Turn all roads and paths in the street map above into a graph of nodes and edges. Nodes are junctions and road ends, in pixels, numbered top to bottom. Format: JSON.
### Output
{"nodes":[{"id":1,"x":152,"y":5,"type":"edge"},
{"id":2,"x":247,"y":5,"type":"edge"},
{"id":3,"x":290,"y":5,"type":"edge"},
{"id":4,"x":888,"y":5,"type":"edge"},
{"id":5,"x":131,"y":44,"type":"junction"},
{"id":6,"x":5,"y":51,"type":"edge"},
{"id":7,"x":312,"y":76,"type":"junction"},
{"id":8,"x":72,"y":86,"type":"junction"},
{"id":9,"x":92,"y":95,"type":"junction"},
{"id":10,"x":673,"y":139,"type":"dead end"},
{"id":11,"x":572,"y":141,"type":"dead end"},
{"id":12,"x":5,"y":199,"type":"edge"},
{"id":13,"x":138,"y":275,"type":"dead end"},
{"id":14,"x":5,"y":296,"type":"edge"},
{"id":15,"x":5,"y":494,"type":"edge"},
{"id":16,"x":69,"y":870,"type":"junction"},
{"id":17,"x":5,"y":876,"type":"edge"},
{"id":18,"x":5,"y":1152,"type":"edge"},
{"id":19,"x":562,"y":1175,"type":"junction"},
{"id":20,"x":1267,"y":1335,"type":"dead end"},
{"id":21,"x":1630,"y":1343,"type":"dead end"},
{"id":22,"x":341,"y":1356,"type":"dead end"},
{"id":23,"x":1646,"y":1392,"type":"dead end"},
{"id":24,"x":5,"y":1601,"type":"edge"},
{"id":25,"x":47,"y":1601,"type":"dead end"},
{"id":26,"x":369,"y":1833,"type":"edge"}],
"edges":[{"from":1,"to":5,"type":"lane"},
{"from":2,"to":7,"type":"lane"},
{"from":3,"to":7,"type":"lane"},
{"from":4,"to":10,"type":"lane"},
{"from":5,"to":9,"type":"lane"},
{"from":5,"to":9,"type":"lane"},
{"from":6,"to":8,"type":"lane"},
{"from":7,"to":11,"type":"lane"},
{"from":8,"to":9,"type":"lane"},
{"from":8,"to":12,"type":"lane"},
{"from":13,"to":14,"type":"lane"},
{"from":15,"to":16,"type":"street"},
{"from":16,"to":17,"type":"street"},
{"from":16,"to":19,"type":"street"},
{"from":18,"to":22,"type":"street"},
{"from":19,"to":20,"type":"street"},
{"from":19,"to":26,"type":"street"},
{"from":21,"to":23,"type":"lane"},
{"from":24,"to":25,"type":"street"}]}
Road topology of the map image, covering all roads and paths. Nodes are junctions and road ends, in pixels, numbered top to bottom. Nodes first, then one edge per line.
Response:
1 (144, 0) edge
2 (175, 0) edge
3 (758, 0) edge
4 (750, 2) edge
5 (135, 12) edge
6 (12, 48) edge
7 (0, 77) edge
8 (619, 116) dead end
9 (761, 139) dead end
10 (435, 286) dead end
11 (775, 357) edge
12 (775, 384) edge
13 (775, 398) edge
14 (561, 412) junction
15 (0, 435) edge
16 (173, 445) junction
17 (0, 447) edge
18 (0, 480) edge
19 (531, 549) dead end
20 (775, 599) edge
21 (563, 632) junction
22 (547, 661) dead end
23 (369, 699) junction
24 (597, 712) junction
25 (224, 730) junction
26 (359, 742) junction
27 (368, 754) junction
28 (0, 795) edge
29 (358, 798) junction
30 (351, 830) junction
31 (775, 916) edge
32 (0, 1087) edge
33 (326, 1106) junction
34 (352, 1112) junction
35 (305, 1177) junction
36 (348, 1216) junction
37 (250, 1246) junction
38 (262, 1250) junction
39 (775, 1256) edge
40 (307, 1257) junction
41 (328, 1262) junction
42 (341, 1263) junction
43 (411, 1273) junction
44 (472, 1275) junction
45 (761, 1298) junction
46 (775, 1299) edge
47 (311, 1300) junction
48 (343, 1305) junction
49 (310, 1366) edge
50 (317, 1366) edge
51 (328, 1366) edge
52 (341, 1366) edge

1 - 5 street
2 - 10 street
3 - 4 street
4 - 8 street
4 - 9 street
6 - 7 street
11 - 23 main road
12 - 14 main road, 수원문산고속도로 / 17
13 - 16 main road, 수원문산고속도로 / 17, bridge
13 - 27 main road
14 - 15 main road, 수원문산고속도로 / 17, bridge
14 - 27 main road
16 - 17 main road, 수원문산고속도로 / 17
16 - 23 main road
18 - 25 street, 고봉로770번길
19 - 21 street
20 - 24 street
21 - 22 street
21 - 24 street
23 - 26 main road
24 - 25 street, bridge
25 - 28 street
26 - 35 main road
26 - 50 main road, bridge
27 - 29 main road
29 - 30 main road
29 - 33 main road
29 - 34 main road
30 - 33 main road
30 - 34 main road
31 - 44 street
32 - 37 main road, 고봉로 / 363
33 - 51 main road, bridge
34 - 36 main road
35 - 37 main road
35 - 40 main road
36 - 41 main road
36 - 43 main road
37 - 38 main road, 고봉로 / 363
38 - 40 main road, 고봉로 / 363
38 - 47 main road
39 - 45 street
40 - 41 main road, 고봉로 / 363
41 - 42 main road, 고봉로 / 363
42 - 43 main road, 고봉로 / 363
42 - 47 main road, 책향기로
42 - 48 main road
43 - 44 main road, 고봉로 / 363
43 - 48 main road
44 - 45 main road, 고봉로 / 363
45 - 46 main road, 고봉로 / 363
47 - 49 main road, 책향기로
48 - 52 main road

--------

> **Problem statement**
Every line of the material is to be transcribed exactly.

> **Solution to the problem**
Turn all roads and paths in the street map above into a graph of nodes and edges. Nodes are junctions and road ends, in pixels, numbered top to bottom. Format: JSON.
### Output
{"nodes":[{"id":1,"x":152,"y":5,"type":"edge"},
{"id":2,"x":247,"y":5,"type":"edge"},
{"id":3,"x":290,"y":5,"type":"edge"},
{"id":4,"x":888,"y":5,"type":"edge"},
{"id":5,"x":131,"y":44,"type":"junction"},
{"id":6,"x":5,"y":51,"type":"edge"},
{"id":7,"x":312,"y":76,"type":"junction"},
{"id":8,"x":72,"y":86,"type":"junction"},
{"id":9,"x":92,"y":95,"type":"junction"},
{"id":10,"x":673,"y":139,"type":"dead end"},
{"id":11,"x":572,"y":141,"type":"dead end"},
{"id":12,"x":5,"y":199,"type":"edge"},
{"id":13,"x":138,"y":275,"type":"dead end"},
{"id":14,"x":5,"y":296,"type":"edge"},
{"id":15,"x":5,"y":494,"type":"edge"},
{"id":16,"x":69,"y":870,"type":"junction"},
{"id":17,"x":5,"y":876,"type":"edge"},
{"id":18,"x":5,"y":1152,"type":"edge"},
{"id":19,"x":562,"y":1175,"type":"junction"},
{"id":20,"x":1267,"y":1335,"type":"dead end"},
{"id":21,"x":1630,"y":1343,"type":"dead end"},
{"id":22,"x":341,"y":1356,"type":"dead end"},
{"id":23,"x":1646,"y":1392,"type":"dead end"},
{"id":24,"x":5,"y":1601,"type":"edge"},
{"id":25,"x":47,"y":1601,"type":"dead end"},
{"id":26,"x":369,"y":1833,"type":"edge"}],
"edges":[{"from":1,"to":5,"type":"lane"},
{"from":2,"to":7,"type":"lane"},
{"from":3,"to":7,"type":"lane"},
{"from":4,"to":10,"type":"lane"},
{"from":5,"to":9,"type":"lane"},
{"from":5,"to":9,"type":"lane"},
{"from":6,"to":8,"type":"lane"},
{"from":7,"to":11,"type":"lane"},
{"from":8,"to":9,"type":"lane"},
{"from":8,"to":12,"type":"lane"},
{"from":13,"to":14,"type":"lane"},
{"from":15,"to":16,"type":"street"},
{"from":16,"to":17,"type":"street"},
{"from":16,"to":19,"type":"street"},
{"from":18,"to":22,"type":"street"},
{"from":19,"to":20,"type":"street"},
{"from":19,"to":26,"type":"street"},
{"from":21,"to":23,"type":"lane"},
{"from":24,"to":25,"type":"street"}]}
Road topology of the map image, covering all roads and paths. Nodes are junctions and road ends, in pixels, numbered top to bottom. Nodes first, then one edge per line.
Response:
1 (144, 0) edge
2 (175, 0) edge
3 (758, 0) edge
4 (750, 2) edge
5 (135, 12) edge
6 (12, 48) edge
7 (0, 77) edge
8 (619, 116) dead end
9 (761, 139) dead end
10 (435, 286) dead end
11 (775, 357) edge
12 (775, 384) edge
13 (775, 398) edge
14 (561, 412) junction
15 (0, 435) edge
16 (173, 445) junction
17 (0, 447) edge
18 (0, 480) edge
19 (531, 549) dead end
20 (775, 599) edge
21 (563, 632) junction
22 (547, 661) dead end
23 (369, 699) junction
24 (597, 712) junction
25 (224, 730) junction
26 (359, 742) junction
27 (368, 754) junction
28 (0, 795) edge
29 (358, 798) junction
30 (351, 830) junction
31 (775, 916) edge
32 (0, 1087) edge
33 (326, 1106) junction
34 (352, 1112) junction
35 (305, 1177) junction
36 (348, 1216) junction
37 (250, 1246) junction
38 (262, 1250) junction
39 (775, 1256) edge
40 (307, 1257) junction
41 (328, 1262) junction
42 (341, 1263) junction
43 (411, 1273) junction
44 (472, 1275) junction
45 (761, 1298) junction
46 (775, 1299) edge
47 (311, 1300) junction
48 (343, 1305) junction
49 (310, 1366) edge
50 (317, 1366) edge
51 (328, 1366) edge
52 (341, 1366) edge

1 - 5 street
2 - 10 street
3 - 4 street
4 - 8 street
4 - 9 street
6 - 7 street
11 - 23 main road
12 - 14 main road, 수원문산고속도로 / 17
13 - 16 main road, 수원문산고속도로 / 17, bridge
13 - 27 main road
14 - 15 main road, 수원문산고속도로 / 17, bridge
14 - 27 main road
16 - 17 main road, 수원문산고속도로 / 17
16 - 23 main road
18 - 25 street, 고봉로770번길
19 - 21 street
20 - 24 street
21 - 22 street
21 - 24 street
23 - 26 main road
24 - 25 street, bridge
25 - 28 street
26 - 35 main road
26 - 50 main road, bridge
27 - 29 main road
29 - 30 main road
29 - 33 main road
29 - 34 main road
30 - 33 main road
30 - 34 main road
31 - 44 street
32 - 37 main road, 고봉로 / 363
33 - 51 main road, bridge
34 - 36 main road
35 - 37 main road
35 - 40 main road
36 - 41 main road
36 - 43 main road
37 - 38 main road, 고봉로 / 363
38 - 40 main road, 고봉로 / 363
38 - 47 main road
39 - 45 street
40 - 41 main road, 고봉로 / 363
41 - 42 main road, 고봉로 / 363
42 - 43 main road, 고봉로 / 363
42 - 47 main road, 책향기로
42 - 48 main road
43 - 44 main road, 고봉로 / 363
43 - 48 main road
44 - 45 main road, 고봉로 / 363
45 - 46 main road, 고봉로 / 363
47 - 49 main road, 책향기로
48 - 52 main road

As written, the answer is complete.